Sunday, August 4, 2013

Pluto, I am breaking up with you

We have had a long orbit around the sun, and it has been nothing but good times. This is it, though, this is the real thing. You are not a major planet anymore. You are a dwarf planet, or as you like to call yourself, a Kupier belt object. Whatever. Seriously, it is over, but I still want to be friends. It is better sooner rather than later. I have been seeing another planet anyway. It is Chiron, the one you told me to stay away from, because its orbit is unstable. I don't care, I want Chiron now and I don't want you because that is how I feel and I don't have to justify it to anyone. Not to you, not to anyone. You are a frozen world on the edge of darkness, and though I find it terribly sexy, it has its limitations. You reflect so much of the light that hits you. You are covered in frozen methane. Nobody has ever taken a decent photograph of you. You are mysterious, yes, but your are not a real planet. Chiron isn't either, but he is temporary, and when things get serious, I want it to be with an object that has a stable orbit that is coplanar with all the other planets in the solar system.

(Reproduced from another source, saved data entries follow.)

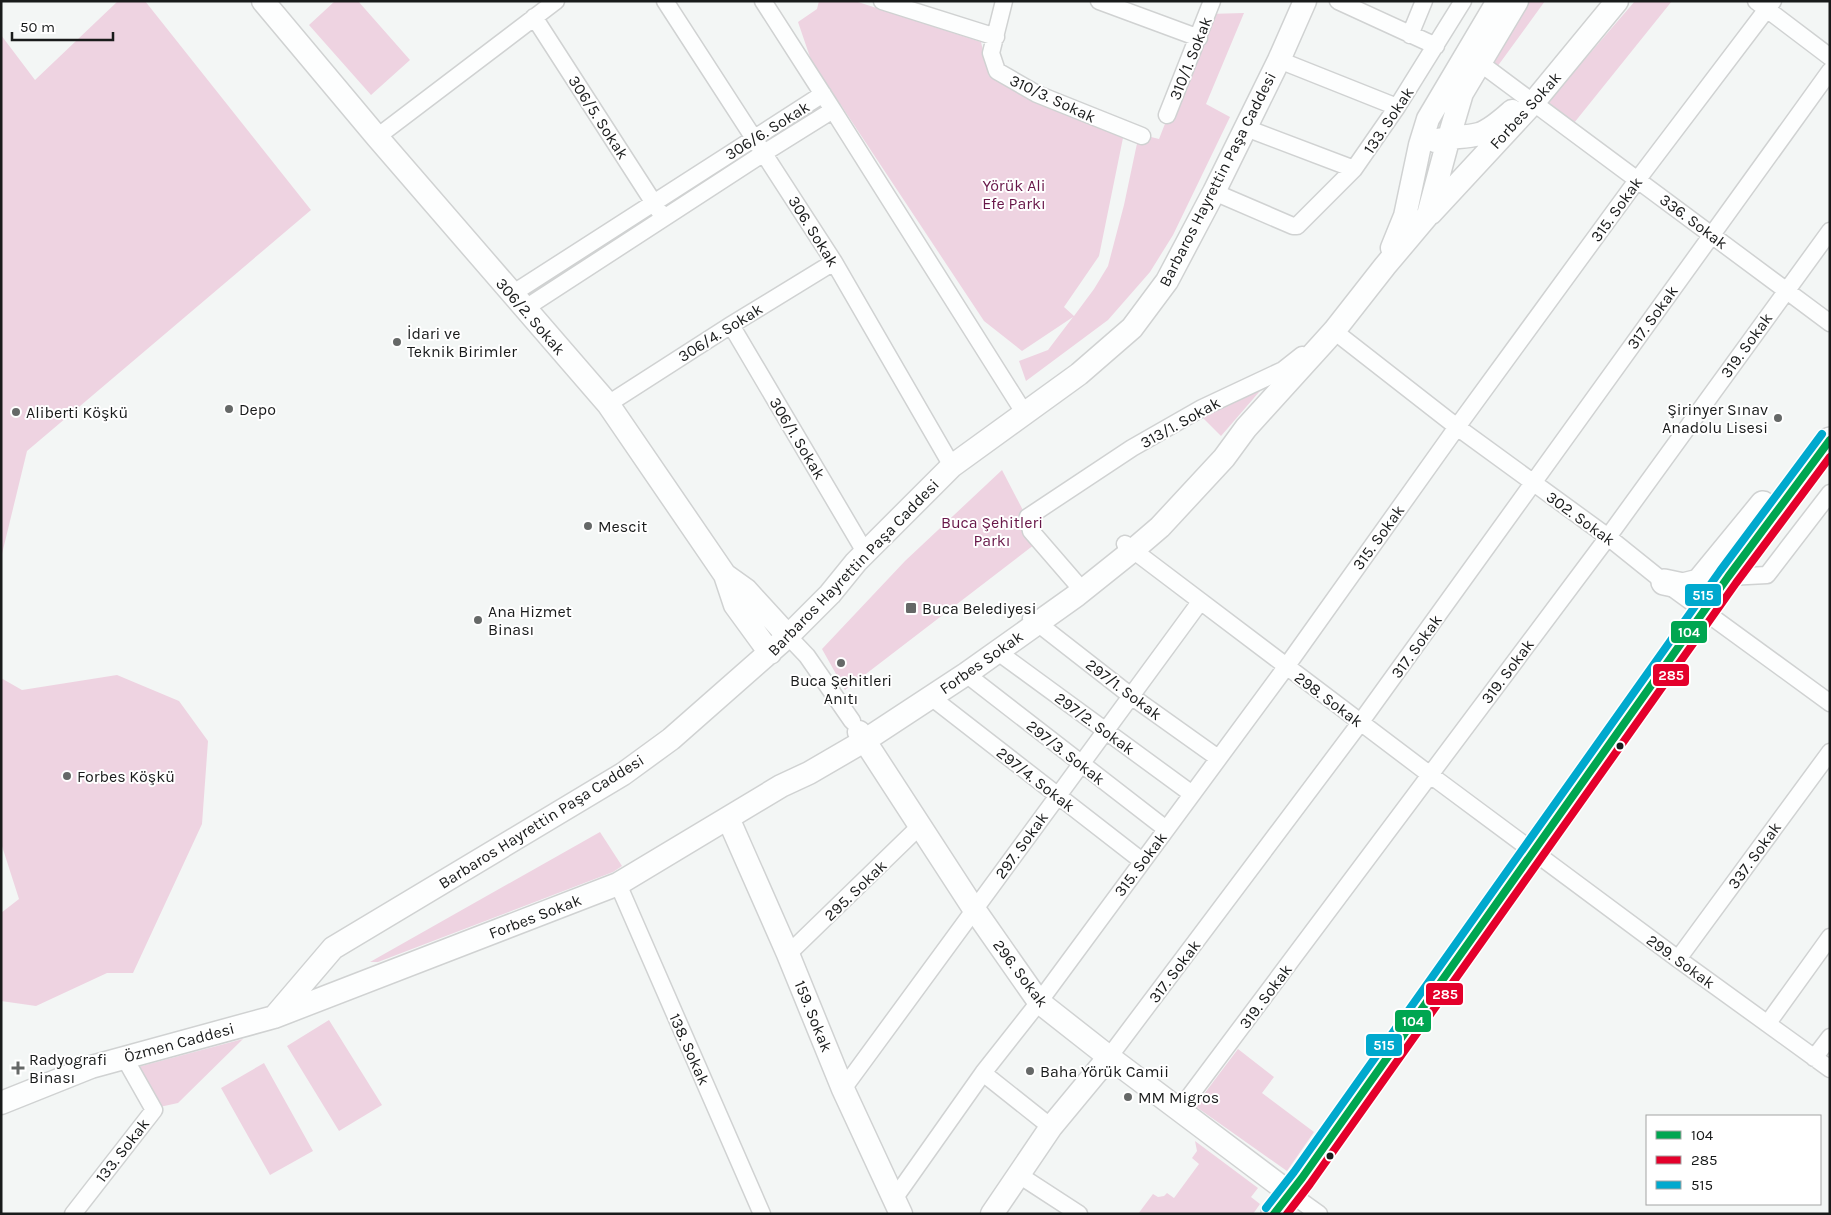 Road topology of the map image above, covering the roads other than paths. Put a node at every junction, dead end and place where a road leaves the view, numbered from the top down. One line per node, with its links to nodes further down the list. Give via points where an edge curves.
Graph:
1 (264, 1): 33 (main road, 306/2. Sokak)
2 (556, 1): 17 (street)
3 (665, 1): 34 (street, 306. Sokak)
4 (763, 1): 26 (street)
5 (882, 1): 19 (street)
6 (1004, 1): 19 (street, 310/3. Sokak)
7 (1099, 1): 20 (street)
8 (1212, 1): 20 (street, 310/1. Sokak)
9 (1305, 1): 23 (main road, Barbaros Hayrettin Paşa Caddesi)
10 (1338, 1): 18 (street)
11 (1424, 1): 18 (street)
12 (1463, 1): 21 (street, 133. Sokak)
13 (1498, 1): 35 (main road, via 1428,119)
14 (1517, 1): 24 (main road, Forbes Sokak)
15 (1617, 1): 27 (main road, Forbes Sokak)
16 (1766, 4): 22 (street); 40 (street, 315. Sokak)
17 (534, 17): 33 (street); 42 (street, 306/5. Sokak)
18 (1410, 35): 21 (street)
19 (996, 37): 32 (street, 310/3. Sokak, via 991,52 997,71 1037,94)
20 (1199, 38): 30 (street, 310/1. Sokak)
21 (1436, 46): 28 (street, 133. Sokak)
22 (1830, 57)
23 (1279, 60): 28 (street); 31 (main road, Barbaros Hayrettin Paşa Caddesi)
24 (1480, 63): 27 (street, 336. Sokak); 36 (main road, Forbes Sokak, via 1462,93)
25 (1830, 71): 46 (street, 317. Sokak)
26 (823, 94): 29 (street, 306/6. Sokak); 34 (street, 306/6. Sokak)
27 (1533, 103): 36 (main road, via 1518,105 1480,134 1459,137); 38 (main road, Forbes Sokak); 40 (street, 336. Sokak)
28 (1397, 106): 39 (street, 133. Sokak)
29 (833, 110): 37 (street, 306/6. Sokak); 55 (street)
30 (1167, 116)
31 (1246, 128): 39 (street); 41 (main road, Barbaros Hayrettin Paşa Caddesi)
32 (1142, 136)
33 (377, 137): 50 (main road, 306/2. Sokak)
34 (754, 138): 37 (street, 306. Sokak); 42 (street, 306/6. Sokak)
35 (1420, 145): 36 (main road); 48 (main road, via 1405,216)
36 (1446, 145): 38 (main road, via 1466,158); 43 (main road, Forbes Sokak)
37 (764, 153): 44 (street, 306/6. Sokak); 47 (street, 306. Sokak)
38 (1482, 158): 43 (main road, Forbes Sokak)
39 (1354, 169): 41 (street, 133. Sokak, via 1297,226)
40 (1638, 179): 46 (street, 336. Sokak); 56 (street, 315. Sokak)
41 (1214, 192): 55 (main road, Barbaros Hayrettin Paşa Caddesi, via 1167,280 1132,328 1079,374)
42 (654, 202): 44 (street, 306/5. Sokak); 50 (street, 306/6. Sokak)
43 (1428, 216): 48 (main road, Forbes Sokak)
44 (663, 218): 50 (street, 306/6. Sokak)
45 (1830, 231): 49 (street, 319. Sokak)
46 (1712, 234): 49 (street, 336. Sokak); 60 (street, 317. Sokak)
47 (834, 262): 52 (street, 306/4. Sokak); 59 (street, 306. Sokak)
48 (1385, 266): 53 (main road, Forbes Sokak)
49 (1785, 291): 51 (street, 336. Sokak); 62 (street, 319. Sokak)
50 (518, 302): 54 (main road, 306/2. Sokak)
51 (1830, 323)
52 (731, 325): 54 (street, 306/4. Sokak); 64 (street, 306/1. Sokak)
53 (1334, 331): 56 (street, 302. Sokak); 63 (main road, Forbes Sokak, via 1160,526); 69 (street, 313/1. Sokak, via 1283,370 1202,408 1132,448 1028,516 1031,531)
54 (608, 404): 65 (main road, 306/2. Sokak)
55 (1024, 414): 59 (main road, Barbaros Hayrettin Paşa Caddesi)
56 (1457, 426): 60 (street, 302. Sokak); 76 (street, 315. Sokak)
57 (1830, 433): 68 (main road, via 1816,436)
58 (1830, 440): 66 (main road)
59 (952, 466): 64 (main road, Barbaros Hayrettin Paşa Caddesi)
60 (1533, 484): 62 (street, 302. Sokak); 81 (street, 317. Sokak)
61 (1830, 492): 66 (street, via 1767,575)
62 (1608, 537): 67 (street, 302. Sokak); 87 (street, 319. Sokak)
63 (1129, 548): 69 (main road, Forbes Sokak); 70 (street, 298. Sokak); 72 (main road, Forbes Sokak, via 1077,596)
64 (865, 552): 73 (main road, Barbaros Hayrettin Paşa Caddesi, via 830,594)
65 (725, 575): 73 (main road, 306/2. Sokak, via 746,590); 75 (main road, via 735,605)
66 (1728, 577): 71 (main road)
67 (1664, 582): 68 (main road, via 1683,586); 71 (street, 302. Sokak)
68 (1699, 582): 71 (street)
69 (1076, 583): 72 (main road, Forbes Sokak)
70 (1200, 602): 76 (street, 298. Sokak); 78 (street, 297. Sokak)
71 (1704, 612): 80 (street, 302. Sokak); 93 (main road)
72 (1034, 621): 74 (main road, Forbes Sokak); 78 (street, 297/1. Sokak); 83 (main road, Forbes Sokak)
73 (788, 636): 75 (main road, Barbaros Hayrettin Paşa Caddesi); 83 (street, via 807,656)
74 (998, 652): 77 (main road, Forbes Sokak); 82 (street, 297/2. Sokak)
75 (770, 653): 101 (main road, Barbaros Hayrettin Paşa Caddesi, via 671,738 623,774 333,948)
76 (1286, 667): 81 (street, 298. Sokak); 85 (street, 315. Sokak)
77 (966, 674): 79 (main road, Forbes Sokak); 86 (street, 297/3. Sokak)
78 (1131, 696): 82 (street, 297. Sokak); 85 (street, 297/1. Sokak)
79 (931, 697): 83 (main road, Forbes Sokak); 89 (street, 297/4. Sokak)
80 (1830, 703)
81 (1360, 722): 87 (street, 298. Sokak); 105 (street, 317. Sokak)
82 (1104, 730): 86 (street, 297. Sokak); 88 (street, 297/2. Sokak)
83 (858, 731): 90 (main road, Forbes Sokak, via 809,773); 91 (main road, 296. Sokak)
84 (1830, 752): 99 (street, 337. Sokak)
85 (1218, 758): 88 (street, 315. Sokak)
86 (1080, 764): 89 (street, 297. Sokak); 92 (street, 297/3. Sokak)
87 (1429, 774): 93 (street, 298. Sokak); 111 (street, 319. Sokak)
88 (1192, 794): 92 (street, 315. Sokak)
89 (1057, 796): 94 (street, 297/4. Sokak); 96 (street, 297. Sokak)
90 (728, 818): 95 (main road, Forbes Sokak); 98 (main road, 159. Sokak)
91 (921, 825): 96 (main road, 296. Sokak); 98 (street, 295. Sokak)
92 (1166, 829): 94 (street, 315. Sokak)
93 (1534, 852): 99 (street, 299. Sokak); 114 (main road)
94 (1142, 861): 100 (street, 315. Sokak)
95 (618, 884): 101 (main road, Forbes Sokak); 117 (street, 138. Sokak)
96 (974, 909): 100 (main road, 296. Sokak); 109 (street, 297. Sokak)
97 (1830, 937): 102 (street)
98 (788, 954): 109 (main road, 159. Sokak)
99 (1678, 959): 102 (street, 299. Sokak)
100 (1039, 1002): 105 (main road, 296. Sokak); 108 (street, 315. Sokak)
101 (274, 1017): 104 (main road, Özmen Caddesi)
102 (1768, 1023): 106 (street, 299. Sokak)
103 (1830, 1036): 106 (street)
104 (124, 1057): 110 (main road, Özmen Caddesi); 116 (street, 133. Sokak, via 154,1110)
105 (1109, 1058): 111 (main road, 296. Sokak); 112 (main road, 317. Sokak)
106 (1814, 1058): 107 (street, 299. Sokak)
107 (1830, 1069)
108 (983, 1073): 112 (street); 115 (street, 315. Sokak)
109 (843, 1089): 115 (main road, 159. Sokak)
110 (1, 1102)
111 (1180, 1109): 114 (main road, 296. Sokak)
112 (1051, 1127): 113 (main road, 317. Sokak)
113 (1019, 1175): 118 (main road, 317. Sokak); 119 (street)
114 (1291, 1194): 120 (main road); 121 (street)
115 (898, 1206)
116 (73, 1214)
117 (762, 1214)
118 (992, 1214)
119 (1079, 1214)
120 (1274, 1214)
121 (1319, 1214)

I want harmony, not chaos, Pluto. Be jealous, Pluto, but there is Eris out there and I know you have been checking that one out. Enjoy your frozen orbit. Enjoy the death of the sun, when it comes. We are through, but I still want to be friends. I want to see that beautiful shadow of yours cross the orbit of Neptune and know that you are out there. I want to remember the mystery of your discovery and think that it was you that was planet X, and be grateful that I got to spend so much of my time with you. I want to remember your deep shadows and starry nights with feelings of nostalgia, and nothing else. Not regret, not bitterness, not sadness. Maybe a little sadness.